A Touch Of Class is a 1973 romantic comedy film directed by Melvin Frank. It was nominated for five Academy Awards, including Best Picture. In a year with an extremely diverse group of Best Picture nominees (American Graffiti, Cries And Whispers, The Exorcist and The Sting), A Touch Of Class is probably the most lighthearted and romantic of the group.
Steve Blackburn (George Segal) is a married man. He lives in London and has never cheated on his wife…”while they’re in the same town“. Vicky Allesio (Glenda Jackson) is the divorced mother of two who has become a workaholic and is ignoring her personal life. After several chance meetings, they decide that it would be to their mutual advantage to have an affair. Vicky suggests that they go somewhere sunny for the weekend, and before you know it, they’re on their way to Spain. In Spain, after several comedic mishaps, they begin to enjoy more than just the sex together. They decide to continue the affair after they have returned home, in hope that they can find some way to enjoy each other and their “normal” lives as well.
A Touch Of Class is an enjoyable film, but I found myself waiting for the big finish that just doesn’t come. The laughs are consistent and the characters are enjoyable, but without any tenderness, the film feels somewhat flat and deflated. I realize that in the early seventies this movie may have appealed to a wide audience, but as time has gone by, a father and husband involved in an affair has become a difficult character with which one can sympathize. (Unless of course you’re talking about a Fatal Attraction situation.) Today, the Steve character is easy to hate as he juggles both women, where as the Vicky character is divorced, and therefore today many see her as an innocent character. Since she isn’t cheating on anyone, somehow she is guiltless. I suppose that just demonstrates the differences in what in socially acceptable in film, between the two time periods.
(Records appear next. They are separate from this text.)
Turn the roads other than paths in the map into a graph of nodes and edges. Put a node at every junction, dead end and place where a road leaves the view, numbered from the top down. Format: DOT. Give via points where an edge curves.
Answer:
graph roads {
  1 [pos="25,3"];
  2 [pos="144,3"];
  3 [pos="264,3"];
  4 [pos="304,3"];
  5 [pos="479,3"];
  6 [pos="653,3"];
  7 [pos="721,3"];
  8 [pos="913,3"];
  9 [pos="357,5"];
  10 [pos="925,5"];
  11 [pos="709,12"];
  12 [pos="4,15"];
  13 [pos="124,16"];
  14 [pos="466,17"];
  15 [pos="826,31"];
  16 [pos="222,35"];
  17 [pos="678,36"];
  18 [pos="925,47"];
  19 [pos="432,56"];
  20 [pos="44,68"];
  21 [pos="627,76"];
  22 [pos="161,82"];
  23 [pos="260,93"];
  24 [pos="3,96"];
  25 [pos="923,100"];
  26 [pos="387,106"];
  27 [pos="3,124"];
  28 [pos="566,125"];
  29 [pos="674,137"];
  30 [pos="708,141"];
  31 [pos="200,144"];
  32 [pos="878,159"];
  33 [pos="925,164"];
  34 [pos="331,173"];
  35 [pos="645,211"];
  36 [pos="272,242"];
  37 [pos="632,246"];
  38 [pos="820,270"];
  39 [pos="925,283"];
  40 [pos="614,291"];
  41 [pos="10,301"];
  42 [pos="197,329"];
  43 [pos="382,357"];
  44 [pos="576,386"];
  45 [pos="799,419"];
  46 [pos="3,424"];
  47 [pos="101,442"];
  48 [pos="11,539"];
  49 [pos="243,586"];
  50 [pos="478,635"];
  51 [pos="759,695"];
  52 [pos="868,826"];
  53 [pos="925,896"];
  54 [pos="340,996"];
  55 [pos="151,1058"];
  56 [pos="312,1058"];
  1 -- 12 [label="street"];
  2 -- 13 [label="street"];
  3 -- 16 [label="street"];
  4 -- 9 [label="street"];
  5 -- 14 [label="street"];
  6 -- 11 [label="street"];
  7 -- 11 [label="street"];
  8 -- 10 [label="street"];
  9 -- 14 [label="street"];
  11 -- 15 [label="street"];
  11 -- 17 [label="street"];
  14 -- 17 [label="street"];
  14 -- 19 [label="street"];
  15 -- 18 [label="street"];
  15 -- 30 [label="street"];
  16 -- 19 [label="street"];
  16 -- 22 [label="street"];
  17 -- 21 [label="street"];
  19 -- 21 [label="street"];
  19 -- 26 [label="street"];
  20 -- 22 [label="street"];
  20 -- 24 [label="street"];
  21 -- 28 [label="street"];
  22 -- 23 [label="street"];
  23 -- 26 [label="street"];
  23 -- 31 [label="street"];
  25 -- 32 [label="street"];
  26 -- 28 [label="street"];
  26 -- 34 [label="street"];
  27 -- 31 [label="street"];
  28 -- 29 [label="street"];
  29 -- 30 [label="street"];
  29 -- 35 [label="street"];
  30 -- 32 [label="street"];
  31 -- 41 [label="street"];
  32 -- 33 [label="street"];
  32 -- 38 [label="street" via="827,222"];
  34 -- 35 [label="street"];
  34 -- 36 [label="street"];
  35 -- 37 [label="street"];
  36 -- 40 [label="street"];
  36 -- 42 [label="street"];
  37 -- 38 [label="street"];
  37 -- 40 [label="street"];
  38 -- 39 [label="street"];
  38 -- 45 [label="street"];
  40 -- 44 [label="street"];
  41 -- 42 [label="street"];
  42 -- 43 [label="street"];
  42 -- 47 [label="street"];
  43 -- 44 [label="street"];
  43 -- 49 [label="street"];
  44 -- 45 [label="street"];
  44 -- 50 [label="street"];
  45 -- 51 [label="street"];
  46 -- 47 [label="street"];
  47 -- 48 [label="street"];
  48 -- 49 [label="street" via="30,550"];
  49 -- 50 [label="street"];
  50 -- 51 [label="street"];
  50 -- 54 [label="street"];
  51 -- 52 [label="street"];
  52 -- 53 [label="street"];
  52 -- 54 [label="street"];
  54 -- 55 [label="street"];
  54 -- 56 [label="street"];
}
Co-writer (with Jack Rose), producer and director Melvin Frank is competent with his work, but his direction isn’t anything special, and because of this the film suffers. He really shines in his writing (as he did for most of his career) with comic scenarios and continuous laughs. The romance angle and personal feelings are played down, while the comic jokes and situations flow freely. Melvin Frank made exactly what he had set out to: a comedy film with a romantic angle.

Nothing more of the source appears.